2.4. Egress of Optical Fibres and Interrogation

The Bragg gratings are measured in reflection and therefore the optical fibres require only a single end-connection to the data acquisition equipment (consisting of a light source and a detector) located out of the test facility. To that end, we guided the fibres from the fuel pin through small 1 mm outer diameter stainless steel tubes, which were then loosely inserted into 4 mm outer diameter tubes, which served as feedthrough to the loop exterior. So as not to affect (or as little as possible) the movement of the fuel pins because of instrumentation, we designed the set-up such that the clearance of this insertion is nearly double the allowed fuel pin movement from the fixation at the rails. We represented this alignment set-up in Figure 5. The 4 mm diameter tubes are then guided through a series of grids to maintain their relative position and continue up to the outside of the LBE loop at the top flange where a welded Swagelok connection keeps the tubes in place and seals the feedthrough. To simplify the installation of the grids and flanges, each tube had a different length.

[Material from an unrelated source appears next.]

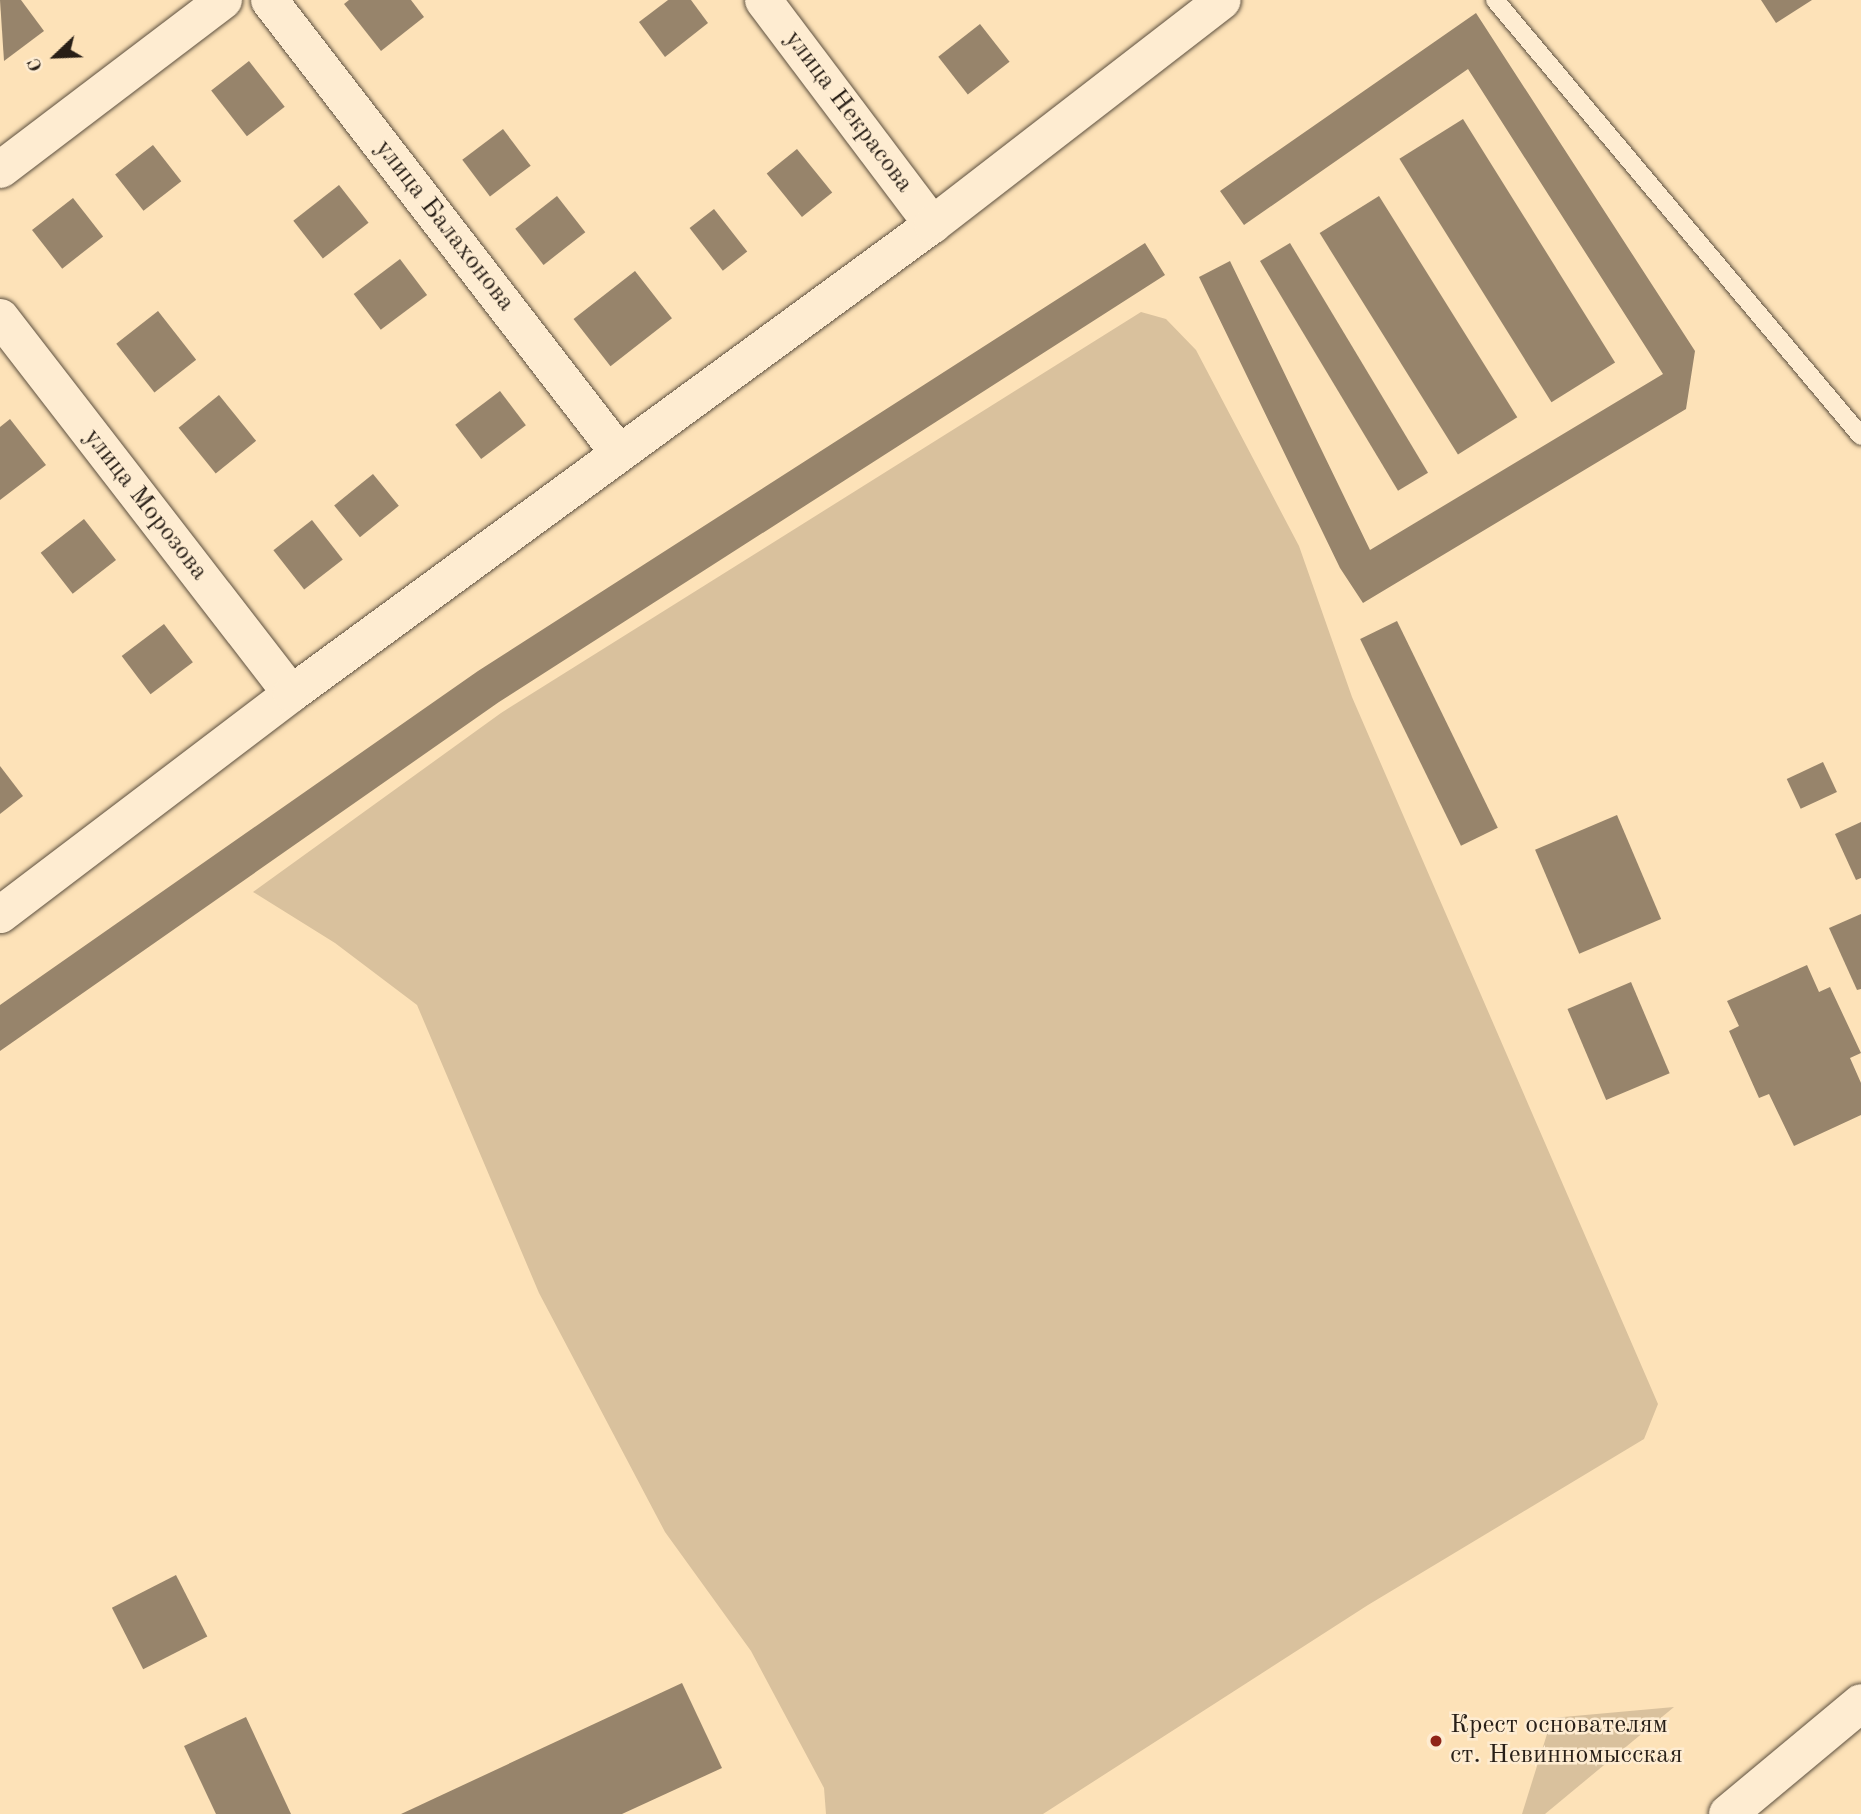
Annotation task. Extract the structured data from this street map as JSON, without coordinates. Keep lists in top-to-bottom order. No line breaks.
{"streets":{"street":["улица Некрасова","улица Балахонова","улица Морозова"]},"places":["Крест основателям ст. Невинномысская"],"north":"bottom left"}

Above the top flange, we sealed the egress of the optical fibres out of the steel tubes with a UV-curable glue (NOA61), which exhibits excellent adhesion properties to steel and silica. We tested this sealing method, for 1 mm inner diameters and 4 mm outer diameter, up to 10 bar of overpressure and in a vacuum. We observed that even during a rapid increase from room temperature up to 650 °C at more than 5 °C/min, no measurable leakage was detected using a commercial He-gas based leak tester. During the commissioning of the test facility with the instrumented fuel assembly installed, we also pressure tested the set-up while heated up to 4 bar, which is well above the expected operational pressure.
We acquired the spectra of the FBGs using a commercially available FBG-Scan 808D [28], which is a high-speed FBG sensor interrogation unit. The interrogation of the FBG in this device is based on a spectrometer and involves a diffraction grating and light sensor array. Since no moving components or tuning of optical parameters such as the light source wavelength are required, very stable measurements can be conducted with this device. The latter was required for the vibration measurements since the expected wavelength fluctuation was small (as illustrated in [20,29]) and signal degradation due to the environment is expected to occur (as explained in more detail in [5,17]). As explained earlier, we accommodated for this degradation in the interrogation by using a more intricate phase-correlation based wavelength shift detection technique to analyse the acquired FBG spectra, and to calculate λB [25,26,27]. This approach allowed for achieving the best trade-off between signal-to-noise ratio and calculation speed even if the FBG spectra become distorted. Owing to the use of the phase-correlation based approach and to the temperature controlled environment (explained in Section 2.1), we were able to record Bragg wavelength shifts as small as 0.25 pm, corresponding to a local strain level difference of about 0.2 με. We recorded the reflection spectra of the FBGs with an acquisition rate of up to 5 kHz which is well beyond the highest expected observable frequency of vibration [29]. To the best of our knowledge, no other (quasi)-distributed measurement technique can attain these sampling speeds.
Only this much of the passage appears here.